O primeiro livro desta saga é uma obra-prima. À Boleia pela Galáxia convenceu-me em todos os sentidos e quando cheguei ao fim queria mais. Agora ao ler este segundo livro vem a confirmação da qualidade do anterior, e o porquê de se tratar de uma das sagas mais famosas da literatura fantástica.
Nesta continuação a intriga adensa-se e a história continua genial. Adams manteve a sua escrita, que encaixa perfeitamente no enredo do livro, e a sua criatividade espantou-me ainda mais. Foram muitas as vezes em que pensei “mas como é que o homem teve esta ideia?” de tão ousada/parva que era. Páginas e páginas recheadas com momentos que me fizeram rir e rir, tanto nos acontecimentos como nos diálogos, mas no fim a sensação é outra: Esta saga tem o seu espaço no mundo literário porque não é apenas uma saga de ficção-científica com o objectivo de nos fazer rir (e reparem que o consegue muito bem), mas sim porque se trata de algo mais inteligente do que parece, pois mostra-nos de forma “parva” como são ridículas algumas das “coisas” que movem o mundo.

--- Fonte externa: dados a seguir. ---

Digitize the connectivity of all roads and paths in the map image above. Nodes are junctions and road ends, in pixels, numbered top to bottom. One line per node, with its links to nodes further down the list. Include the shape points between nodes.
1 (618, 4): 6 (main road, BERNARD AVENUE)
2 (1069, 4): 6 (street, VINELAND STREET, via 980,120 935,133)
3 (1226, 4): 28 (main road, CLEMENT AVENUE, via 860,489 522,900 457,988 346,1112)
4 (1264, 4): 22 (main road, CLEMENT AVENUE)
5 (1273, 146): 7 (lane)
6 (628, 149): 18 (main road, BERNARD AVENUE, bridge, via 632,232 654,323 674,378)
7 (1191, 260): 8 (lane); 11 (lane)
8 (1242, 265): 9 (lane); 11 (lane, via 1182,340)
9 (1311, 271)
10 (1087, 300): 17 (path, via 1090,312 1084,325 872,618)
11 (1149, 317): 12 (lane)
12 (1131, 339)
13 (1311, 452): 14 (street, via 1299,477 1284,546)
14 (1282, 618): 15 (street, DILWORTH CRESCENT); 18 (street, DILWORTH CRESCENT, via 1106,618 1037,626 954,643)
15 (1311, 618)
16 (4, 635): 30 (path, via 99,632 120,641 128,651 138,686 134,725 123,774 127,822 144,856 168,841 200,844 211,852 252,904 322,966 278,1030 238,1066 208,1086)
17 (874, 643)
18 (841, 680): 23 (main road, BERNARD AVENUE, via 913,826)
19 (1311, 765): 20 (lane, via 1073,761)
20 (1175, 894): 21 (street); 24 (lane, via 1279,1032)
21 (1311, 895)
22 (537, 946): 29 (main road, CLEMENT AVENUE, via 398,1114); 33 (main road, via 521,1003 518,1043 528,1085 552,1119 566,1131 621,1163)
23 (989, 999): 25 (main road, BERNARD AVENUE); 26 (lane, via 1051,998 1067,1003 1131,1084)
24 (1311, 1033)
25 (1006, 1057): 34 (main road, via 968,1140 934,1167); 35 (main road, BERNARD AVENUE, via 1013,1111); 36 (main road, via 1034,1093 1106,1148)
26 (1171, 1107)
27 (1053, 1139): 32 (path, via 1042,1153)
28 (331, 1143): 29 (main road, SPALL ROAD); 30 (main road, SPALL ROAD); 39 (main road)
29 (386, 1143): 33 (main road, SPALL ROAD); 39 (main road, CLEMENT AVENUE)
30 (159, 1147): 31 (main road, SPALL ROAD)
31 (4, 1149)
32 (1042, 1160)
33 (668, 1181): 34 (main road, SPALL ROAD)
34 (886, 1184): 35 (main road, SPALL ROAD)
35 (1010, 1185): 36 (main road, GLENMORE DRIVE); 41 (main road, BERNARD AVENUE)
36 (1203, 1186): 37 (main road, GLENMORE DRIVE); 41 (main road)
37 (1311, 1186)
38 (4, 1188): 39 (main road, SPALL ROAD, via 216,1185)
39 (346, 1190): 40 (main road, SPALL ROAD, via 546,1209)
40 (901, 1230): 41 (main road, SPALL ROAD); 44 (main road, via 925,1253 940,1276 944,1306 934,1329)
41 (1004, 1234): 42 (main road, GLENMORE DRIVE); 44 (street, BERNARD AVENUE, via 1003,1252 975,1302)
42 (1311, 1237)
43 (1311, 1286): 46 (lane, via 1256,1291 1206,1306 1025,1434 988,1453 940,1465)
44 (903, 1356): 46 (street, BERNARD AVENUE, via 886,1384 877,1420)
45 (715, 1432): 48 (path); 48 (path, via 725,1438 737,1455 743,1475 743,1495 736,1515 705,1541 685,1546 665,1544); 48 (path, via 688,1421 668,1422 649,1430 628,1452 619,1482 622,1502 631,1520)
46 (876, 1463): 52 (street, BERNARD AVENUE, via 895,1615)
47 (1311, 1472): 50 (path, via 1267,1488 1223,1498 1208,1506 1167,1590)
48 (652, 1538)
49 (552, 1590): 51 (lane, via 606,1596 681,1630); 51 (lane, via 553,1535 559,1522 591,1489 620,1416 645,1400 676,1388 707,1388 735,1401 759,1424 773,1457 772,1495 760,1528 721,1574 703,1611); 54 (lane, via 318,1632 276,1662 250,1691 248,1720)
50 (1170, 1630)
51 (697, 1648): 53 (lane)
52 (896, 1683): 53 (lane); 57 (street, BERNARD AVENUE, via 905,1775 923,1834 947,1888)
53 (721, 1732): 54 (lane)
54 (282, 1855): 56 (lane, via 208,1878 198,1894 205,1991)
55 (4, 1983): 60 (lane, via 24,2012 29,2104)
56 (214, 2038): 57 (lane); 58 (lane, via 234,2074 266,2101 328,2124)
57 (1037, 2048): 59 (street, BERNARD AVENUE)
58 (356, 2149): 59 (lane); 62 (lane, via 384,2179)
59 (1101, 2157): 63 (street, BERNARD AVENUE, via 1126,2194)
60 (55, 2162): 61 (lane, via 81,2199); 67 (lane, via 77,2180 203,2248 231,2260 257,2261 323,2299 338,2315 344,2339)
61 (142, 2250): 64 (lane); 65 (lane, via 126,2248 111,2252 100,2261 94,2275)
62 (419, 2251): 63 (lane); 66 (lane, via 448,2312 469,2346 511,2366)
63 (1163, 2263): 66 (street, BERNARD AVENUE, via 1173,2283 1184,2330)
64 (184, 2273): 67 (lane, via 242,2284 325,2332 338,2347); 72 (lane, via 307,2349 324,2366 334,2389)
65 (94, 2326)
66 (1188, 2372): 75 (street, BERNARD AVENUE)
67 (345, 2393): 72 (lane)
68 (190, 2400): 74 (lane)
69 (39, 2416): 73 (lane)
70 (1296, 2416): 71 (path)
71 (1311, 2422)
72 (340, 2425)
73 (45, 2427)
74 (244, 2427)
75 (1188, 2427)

A realidade é que por vezes somos levados por essas coisas, outras vezes agarramo-nos a elas, e consequentemente desperdiçamos a vida. Existe um momento no livro em que um povo se questiona se deve ou não inventar o fogo e acabam por fazer um estudo de marcado sobre como as pessoas usariam o fogo e para quê (claro que a crítica neste caso não está no que fizeram, mas sim no porquê, e terão de ler o livro para perceber).
O que ao início parece apenas um aglomerado de ideias sem sentido, formam um livro de grande crítica social, à qual a política, religião e a estupidez humana, não conseguem fugir. No entanto esta crítica está de tal forma disfarçada que poderá fugir a alguns leitores que não a procurem, porque passamos tanto tempo com um sorriso nos lábios que outras interpretações mais sérias podem ficar pelo caminho.

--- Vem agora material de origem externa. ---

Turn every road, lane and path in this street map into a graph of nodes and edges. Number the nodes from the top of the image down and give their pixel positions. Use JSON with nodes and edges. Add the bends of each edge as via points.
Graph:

Há uma teoria, segundo a qual, se todos descobrissem ao certo o que é o universo e porque existe, este desapareceria imediatamente e seria substituído por algo ainda mais bizarro e inexplicável.
Há outra teoria que diz que isto já aconteceu.
Apesar de ter gostado mais do primeiro, principalmente pela sensação de surpresa, de algo novo, este continua genial. Adams conseguiu outra vez! Um livro que nos consegue tirar da nossa vida, deixar-nos sem preocupações, simplesmente a rir com as aventuras destas personagens. Quando acaba, queremos mais! Eu quero mais, porque nunca este livro foi menos do que “extremamente divertido”.
Marvin continua a grande personagem deste livro para mim, sendo cada vez mais algo memorável, com diálogos/monólogos que me fizeram rir e conseguir imaginar cada momento com enorme prazer. Uma criação fabulosa. Aliás, devo dizer que o momento em que Marvin é deixado para trás para enfrentar um robot super poderoso, é um dos melhores momentos que alguma vez li! Um momento de pura genialidade e que todas as pessoas deviam ler!
Resumindo: excelente! Indicado para todos os que apreciem este género ou todos aqueles que queiram ler algo diferente, leve, que nos faça sorrir. Como já disse antes, não vejam o filme, nem a série desta saga. Leiam os livros. Deixem-se levar, apaguem os preconceitos e deixem-se rir. Vale a pena ler e sorrir!
Ainda espaço para dar os meus humildes parabéns à tradução. Num livro onde o mínimo detalhe pode no futuro originar um momento de enorme riso, a tradução tem não só de se manter fiel mas também conseguir transportar o momento cómico para a nossa língua, e esta tradução parece-me muito boa.